I did fine-tune training of a detector model in Tensorflow 2.3, with Quantization Aware Training (QAT). I converted the model to ONNX and tried to convert it to int8.
I am able to convert it to int8 model in TensorRT only when I’m applying also the Post Training Quantization process with a calibration dataset - but I want to optionally convert the model to int8 and TensorRT without calibration, since calibration shouldn’t be needed after I did Quantization Aware Training.
I followed your slides here - page 32, specifically:
but I get the following error:
[TensorRT] ERROR: …/builder/Network.cpp (1653) - Assertion Error in validateExplicitPrecision: 0 (layer.getNbInputs() == 2)

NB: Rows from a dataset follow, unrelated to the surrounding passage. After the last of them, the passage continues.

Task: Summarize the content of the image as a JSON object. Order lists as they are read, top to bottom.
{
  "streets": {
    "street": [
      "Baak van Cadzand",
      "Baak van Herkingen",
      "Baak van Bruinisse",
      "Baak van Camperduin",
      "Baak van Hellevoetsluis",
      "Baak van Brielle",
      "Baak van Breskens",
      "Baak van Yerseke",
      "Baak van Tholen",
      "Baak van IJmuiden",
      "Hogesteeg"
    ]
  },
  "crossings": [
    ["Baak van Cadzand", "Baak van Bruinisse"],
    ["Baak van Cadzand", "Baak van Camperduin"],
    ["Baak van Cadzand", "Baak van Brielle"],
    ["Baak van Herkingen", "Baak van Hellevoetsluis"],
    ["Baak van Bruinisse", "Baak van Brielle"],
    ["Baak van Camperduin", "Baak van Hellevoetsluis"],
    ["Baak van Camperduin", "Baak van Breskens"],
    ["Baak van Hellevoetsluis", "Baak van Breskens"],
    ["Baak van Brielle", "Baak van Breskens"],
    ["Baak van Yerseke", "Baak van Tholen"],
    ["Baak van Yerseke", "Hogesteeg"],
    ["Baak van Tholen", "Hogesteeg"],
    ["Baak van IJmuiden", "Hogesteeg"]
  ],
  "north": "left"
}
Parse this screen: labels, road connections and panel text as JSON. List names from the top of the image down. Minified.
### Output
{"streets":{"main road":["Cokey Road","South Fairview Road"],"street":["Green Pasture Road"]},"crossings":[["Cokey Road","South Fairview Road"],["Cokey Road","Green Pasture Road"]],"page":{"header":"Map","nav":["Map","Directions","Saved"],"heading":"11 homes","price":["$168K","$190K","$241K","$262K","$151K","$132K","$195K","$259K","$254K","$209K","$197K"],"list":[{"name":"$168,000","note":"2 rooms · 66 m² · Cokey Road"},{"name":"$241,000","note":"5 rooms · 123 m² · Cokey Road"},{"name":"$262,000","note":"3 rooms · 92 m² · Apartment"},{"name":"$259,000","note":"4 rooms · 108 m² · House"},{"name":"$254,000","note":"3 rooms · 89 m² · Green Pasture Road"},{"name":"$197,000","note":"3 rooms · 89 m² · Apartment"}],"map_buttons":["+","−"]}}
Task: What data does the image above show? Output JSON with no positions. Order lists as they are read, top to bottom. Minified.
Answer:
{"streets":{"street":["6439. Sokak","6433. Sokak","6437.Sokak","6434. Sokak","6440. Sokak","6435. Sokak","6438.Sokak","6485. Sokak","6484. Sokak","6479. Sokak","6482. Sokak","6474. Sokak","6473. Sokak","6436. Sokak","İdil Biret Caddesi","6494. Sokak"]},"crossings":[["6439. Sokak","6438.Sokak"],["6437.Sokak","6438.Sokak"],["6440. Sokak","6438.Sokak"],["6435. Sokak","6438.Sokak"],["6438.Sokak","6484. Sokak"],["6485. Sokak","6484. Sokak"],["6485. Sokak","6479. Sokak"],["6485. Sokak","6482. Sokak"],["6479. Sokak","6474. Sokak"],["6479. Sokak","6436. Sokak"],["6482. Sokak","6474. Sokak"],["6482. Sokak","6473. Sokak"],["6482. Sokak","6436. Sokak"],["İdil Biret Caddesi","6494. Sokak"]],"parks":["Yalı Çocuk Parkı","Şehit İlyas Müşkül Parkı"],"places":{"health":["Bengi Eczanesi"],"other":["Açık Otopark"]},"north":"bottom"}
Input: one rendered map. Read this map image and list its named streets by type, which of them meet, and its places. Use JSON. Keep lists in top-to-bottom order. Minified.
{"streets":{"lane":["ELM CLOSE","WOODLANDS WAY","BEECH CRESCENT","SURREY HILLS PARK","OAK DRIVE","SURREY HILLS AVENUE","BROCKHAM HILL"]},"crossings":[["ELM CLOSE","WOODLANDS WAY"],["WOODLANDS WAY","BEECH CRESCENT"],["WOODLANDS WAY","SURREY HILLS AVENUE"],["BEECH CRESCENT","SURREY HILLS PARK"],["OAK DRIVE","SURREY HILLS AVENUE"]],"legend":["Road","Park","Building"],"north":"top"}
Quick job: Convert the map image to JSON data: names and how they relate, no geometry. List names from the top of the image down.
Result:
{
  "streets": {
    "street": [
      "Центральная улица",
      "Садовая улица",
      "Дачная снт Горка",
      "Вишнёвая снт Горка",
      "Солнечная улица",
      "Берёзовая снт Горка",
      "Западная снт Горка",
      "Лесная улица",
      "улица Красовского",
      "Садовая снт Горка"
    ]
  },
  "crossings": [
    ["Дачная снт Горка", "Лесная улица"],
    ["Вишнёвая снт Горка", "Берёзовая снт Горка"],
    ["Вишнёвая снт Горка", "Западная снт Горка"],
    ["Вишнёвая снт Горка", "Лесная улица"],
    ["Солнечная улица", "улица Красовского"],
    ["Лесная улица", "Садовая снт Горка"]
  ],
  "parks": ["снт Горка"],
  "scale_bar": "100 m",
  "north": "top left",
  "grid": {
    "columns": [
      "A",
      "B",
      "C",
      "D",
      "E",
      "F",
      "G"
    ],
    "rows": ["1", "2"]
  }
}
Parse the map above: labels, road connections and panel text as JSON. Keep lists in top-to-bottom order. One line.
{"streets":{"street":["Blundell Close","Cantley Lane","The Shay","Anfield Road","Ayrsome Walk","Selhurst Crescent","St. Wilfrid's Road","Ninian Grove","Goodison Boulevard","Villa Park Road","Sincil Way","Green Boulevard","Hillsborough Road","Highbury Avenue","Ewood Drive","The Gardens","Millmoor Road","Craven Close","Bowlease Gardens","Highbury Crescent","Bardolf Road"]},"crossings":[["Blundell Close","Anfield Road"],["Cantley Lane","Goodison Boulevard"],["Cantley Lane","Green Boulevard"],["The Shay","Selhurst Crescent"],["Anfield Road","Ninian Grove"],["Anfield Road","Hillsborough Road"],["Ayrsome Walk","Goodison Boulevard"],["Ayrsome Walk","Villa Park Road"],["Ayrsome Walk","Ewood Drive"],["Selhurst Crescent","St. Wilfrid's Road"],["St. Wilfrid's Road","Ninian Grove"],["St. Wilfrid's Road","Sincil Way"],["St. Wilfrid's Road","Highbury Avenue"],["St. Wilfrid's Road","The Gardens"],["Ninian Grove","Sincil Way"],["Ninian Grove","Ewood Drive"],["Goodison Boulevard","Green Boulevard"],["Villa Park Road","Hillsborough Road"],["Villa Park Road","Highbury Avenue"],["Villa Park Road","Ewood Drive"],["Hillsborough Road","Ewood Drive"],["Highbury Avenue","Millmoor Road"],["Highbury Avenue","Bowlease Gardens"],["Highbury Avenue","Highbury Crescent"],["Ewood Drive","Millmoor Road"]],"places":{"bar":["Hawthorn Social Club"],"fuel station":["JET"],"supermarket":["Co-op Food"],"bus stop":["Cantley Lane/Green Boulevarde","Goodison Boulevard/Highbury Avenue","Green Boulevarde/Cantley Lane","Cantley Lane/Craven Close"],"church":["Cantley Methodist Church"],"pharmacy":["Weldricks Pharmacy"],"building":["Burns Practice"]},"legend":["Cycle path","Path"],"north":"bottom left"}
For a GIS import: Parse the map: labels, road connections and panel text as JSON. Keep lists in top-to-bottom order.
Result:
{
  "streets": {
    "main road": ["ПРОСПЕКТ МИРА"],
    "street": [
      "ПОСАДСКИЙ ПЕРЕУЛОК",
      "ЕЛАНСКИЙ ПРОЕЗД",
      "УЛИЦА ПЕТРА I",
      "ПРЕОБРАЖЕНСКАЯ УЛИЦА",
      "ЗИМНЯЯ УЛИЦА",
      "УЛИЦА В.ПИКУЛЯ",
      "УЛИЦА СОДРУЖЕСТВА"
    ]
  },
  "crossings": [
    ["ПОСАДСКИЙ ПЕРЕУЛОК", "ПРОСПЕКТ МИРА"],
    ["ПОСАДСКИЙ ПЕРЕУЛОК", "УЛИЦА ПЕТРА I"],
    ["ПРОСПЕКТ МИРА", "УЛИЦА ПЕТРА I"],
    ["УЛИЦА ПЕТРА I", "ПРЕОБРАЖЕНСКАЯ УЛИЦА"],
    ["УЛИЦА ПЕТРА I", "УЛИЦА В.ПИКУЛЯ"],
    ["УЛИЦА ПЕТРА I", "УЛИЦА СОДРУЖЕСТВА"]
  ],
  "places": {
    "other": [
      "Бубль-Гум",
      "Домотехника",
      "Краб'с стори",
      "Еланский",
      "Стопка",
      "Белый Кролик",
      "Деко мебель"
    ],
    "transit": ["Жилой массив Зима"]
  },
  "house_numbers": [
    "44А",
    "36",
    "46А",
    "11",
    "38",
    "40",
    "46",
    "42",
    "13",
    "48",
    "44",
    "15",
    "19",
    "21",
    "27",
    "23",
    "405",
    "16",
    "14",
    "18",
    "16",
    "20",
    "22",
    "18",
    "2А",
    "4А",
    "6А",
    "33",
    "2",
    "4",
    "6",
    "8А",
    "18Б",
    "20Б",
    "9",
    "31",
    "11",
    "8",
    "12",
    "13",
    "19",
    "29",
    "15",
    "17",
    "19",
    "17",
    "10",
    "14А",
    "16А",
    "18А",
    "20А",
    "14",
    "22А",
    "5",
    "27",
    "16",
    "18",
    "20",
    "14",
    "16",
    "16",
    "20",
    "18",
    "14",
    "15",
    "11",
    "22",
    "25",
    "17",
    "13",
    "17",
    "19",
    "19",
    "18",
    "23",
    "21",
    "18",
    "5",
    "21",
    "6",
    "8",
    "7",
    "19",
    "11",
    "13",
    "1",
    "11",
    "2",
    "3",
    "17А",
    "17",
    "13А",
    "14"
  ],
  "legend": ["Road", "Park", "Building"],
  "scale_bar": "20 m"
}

I don’t understand how having two inputs is relevant here… My model gets 1 input (image).
This is the function I used (python) for building the engine:
build_engine.py (4.2 KB)
If I call it with
int8_calibration_flag=False I get the above error.
Could you please supply a working example for converting an onnx model originated from Quantization Aware Training to a TensorRT engine with int8 precision, without calibration?
TensorRT Version : 7.1.2
CUDA Version : 11.0
Operating System + Version : Ubuntu 18.04
Python Version (if applicable) : 3.6
TensorFlow Version (if applicable) : The model was trained on tf 2.3, converted to onnx, and then converted to tensorRT engine.
I can’t share the relevant model for this.
Any help will be appreciated!